Potted Biographies for the Blue Plaques

 

Although not bound by the English Heritage rules which only apply in London, The Fiends of Bradford Street have secured funds to erect three blue plaques for past residents on the houses they lived in.

Cottesmore
5 Bradford Street

Stanley Dance one of the foremost jazz critics and authors of the 20th century, was living at Little Bradfords in the late 1930s with his parents and sister and after marriage he and his wife owned and lived at number 5 Bradford Street from 1947 to 1959.

Helen Margaret Oakley Dance, record producer, author, civil rights campaigner in the USA, lived at number 5 Bradford Street from 1947 to 1959.

 

The Bawn,
37 Bradford Street

William Haydon Fuge, a Victorian artist with one of his works in the National Portrait Gallery and Yale Collection of British Art, lived at number 37 Bradford Street from before 1861 until 1874 then at number 89 from 1874 until 1892.
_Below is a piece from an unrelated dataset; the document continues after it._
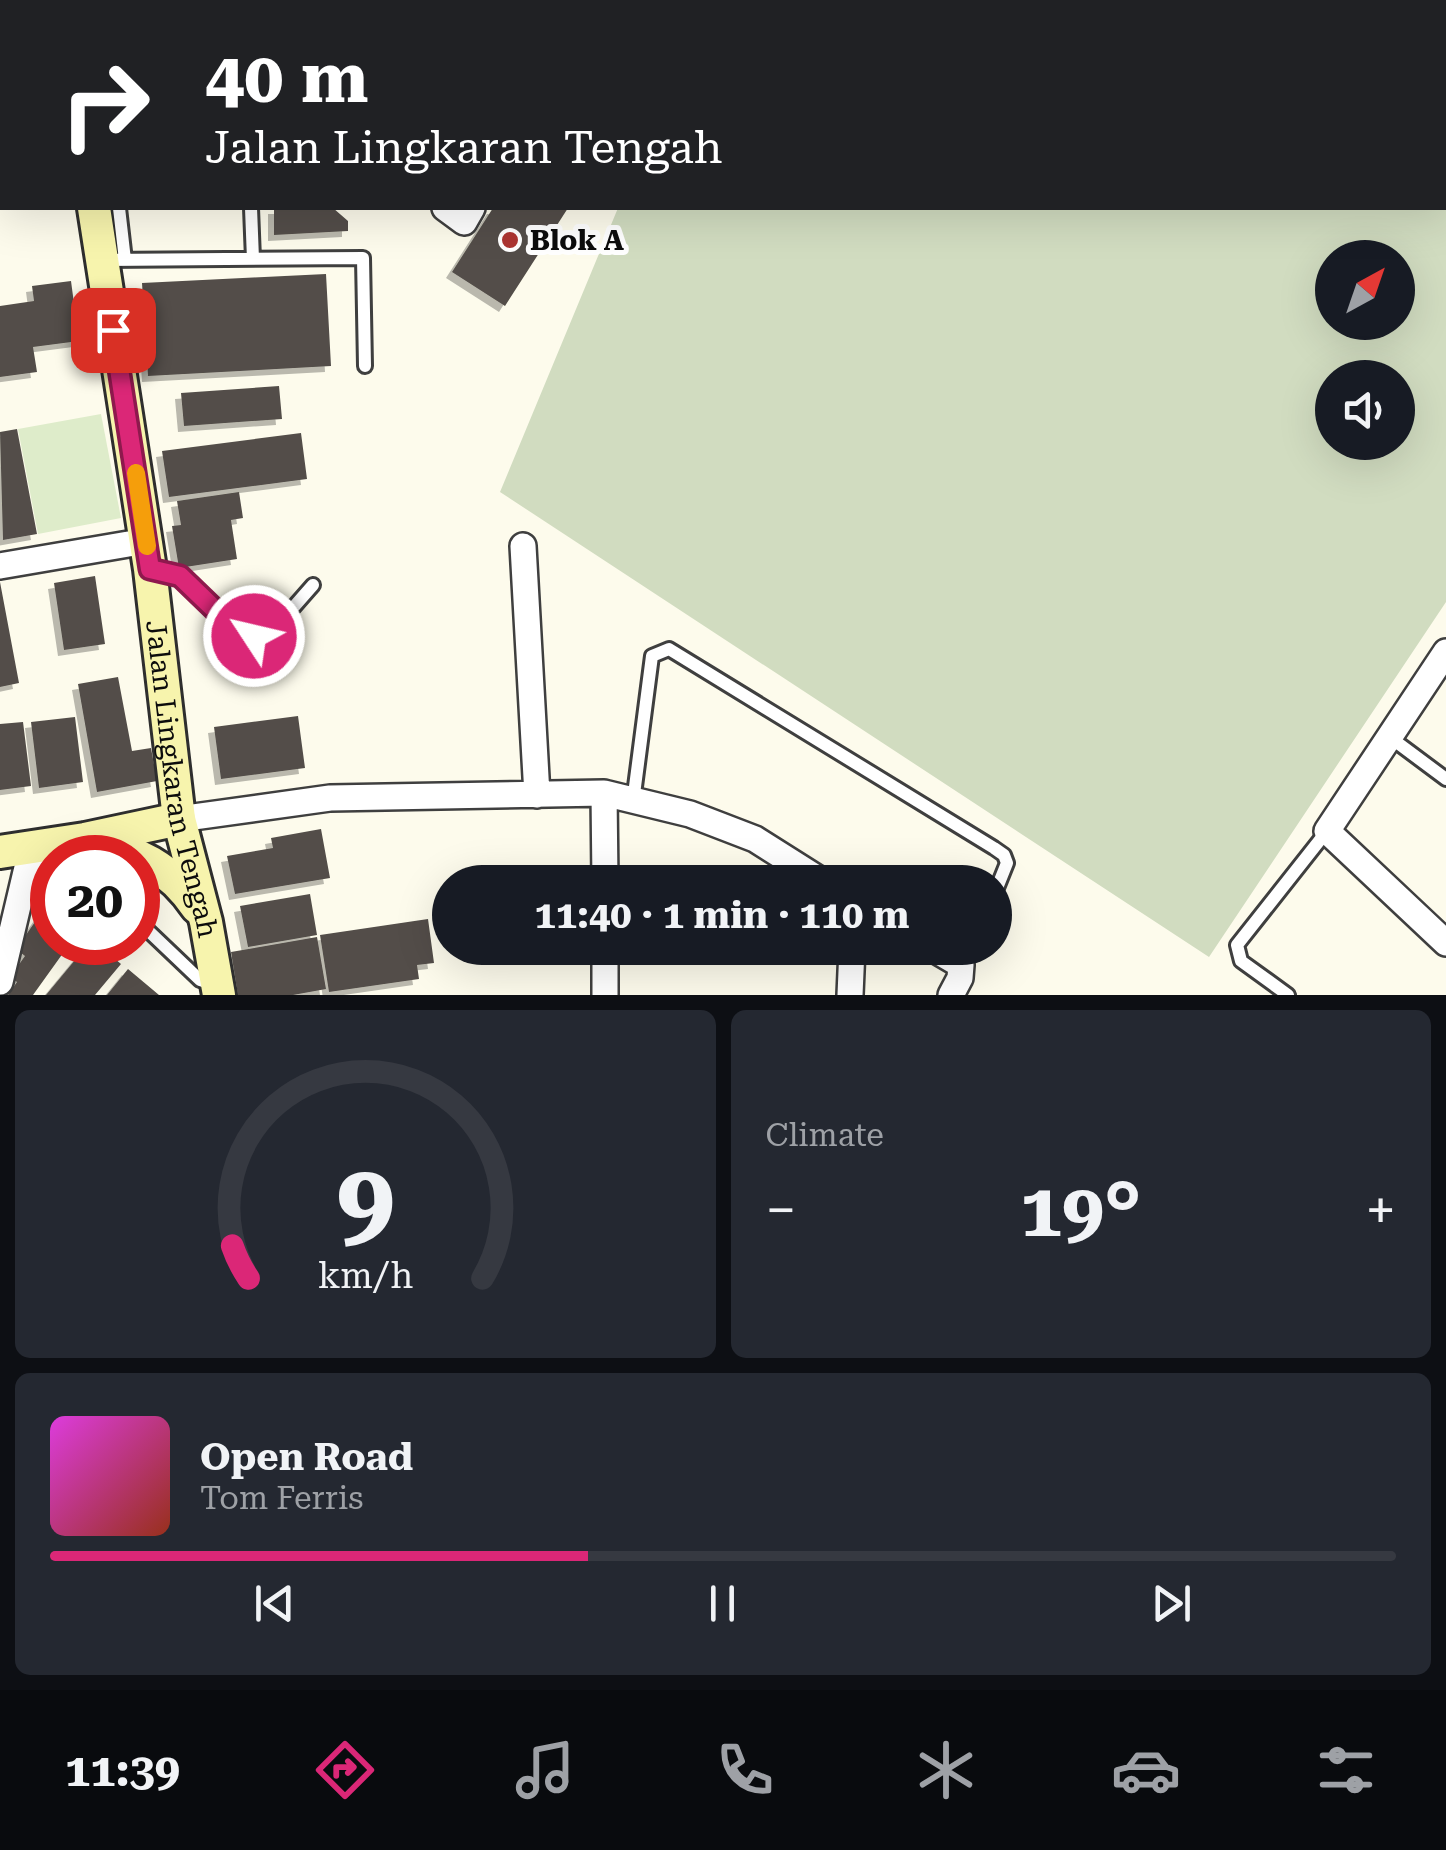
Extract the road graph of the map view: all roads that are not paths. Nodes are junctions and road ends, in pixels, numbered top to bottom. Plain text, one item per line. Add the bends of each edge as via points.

Edward Ball Knobel F.R.A.S., F.G.S, twice president of the Royal Astronomical Soc., lived at number 37 Bradford Street from 1875 until sometime after 1891 and after whom a Martian crater is named

William Haydon Fuge

William Haydon Fuge (1818 – 1892) born in Somerset, first lived at no. 37, with his first wife and family from some time before the 1861 census. After his wife Isabella died in 1874 he then married Rosalind Bromley in 1875 the widowed daughter of Samuel How and Sarah Anne Tweed and moved to no. 89. This was possibly a marriage of convenience since he was a widower and Rosalind found herself pregnant when she became a widow. William Haydon Fuge died in Bocking in 1892. He was an artist of some repute and painted an altar tryptic for St Mary’s Church, the Yale Centre for British Art holds a portrait of the Rev. Charles Forster in coloured chalks and a portrait of the Mayor of Wrexham in oils hangs in the National Portrait Gallery. A search on Google will find a number of examples of his work. He always styled himself as an artist but he was employed at Courtauld’s Bocking mill as head of the design department. The Essex Record Office holds his papers and accounts.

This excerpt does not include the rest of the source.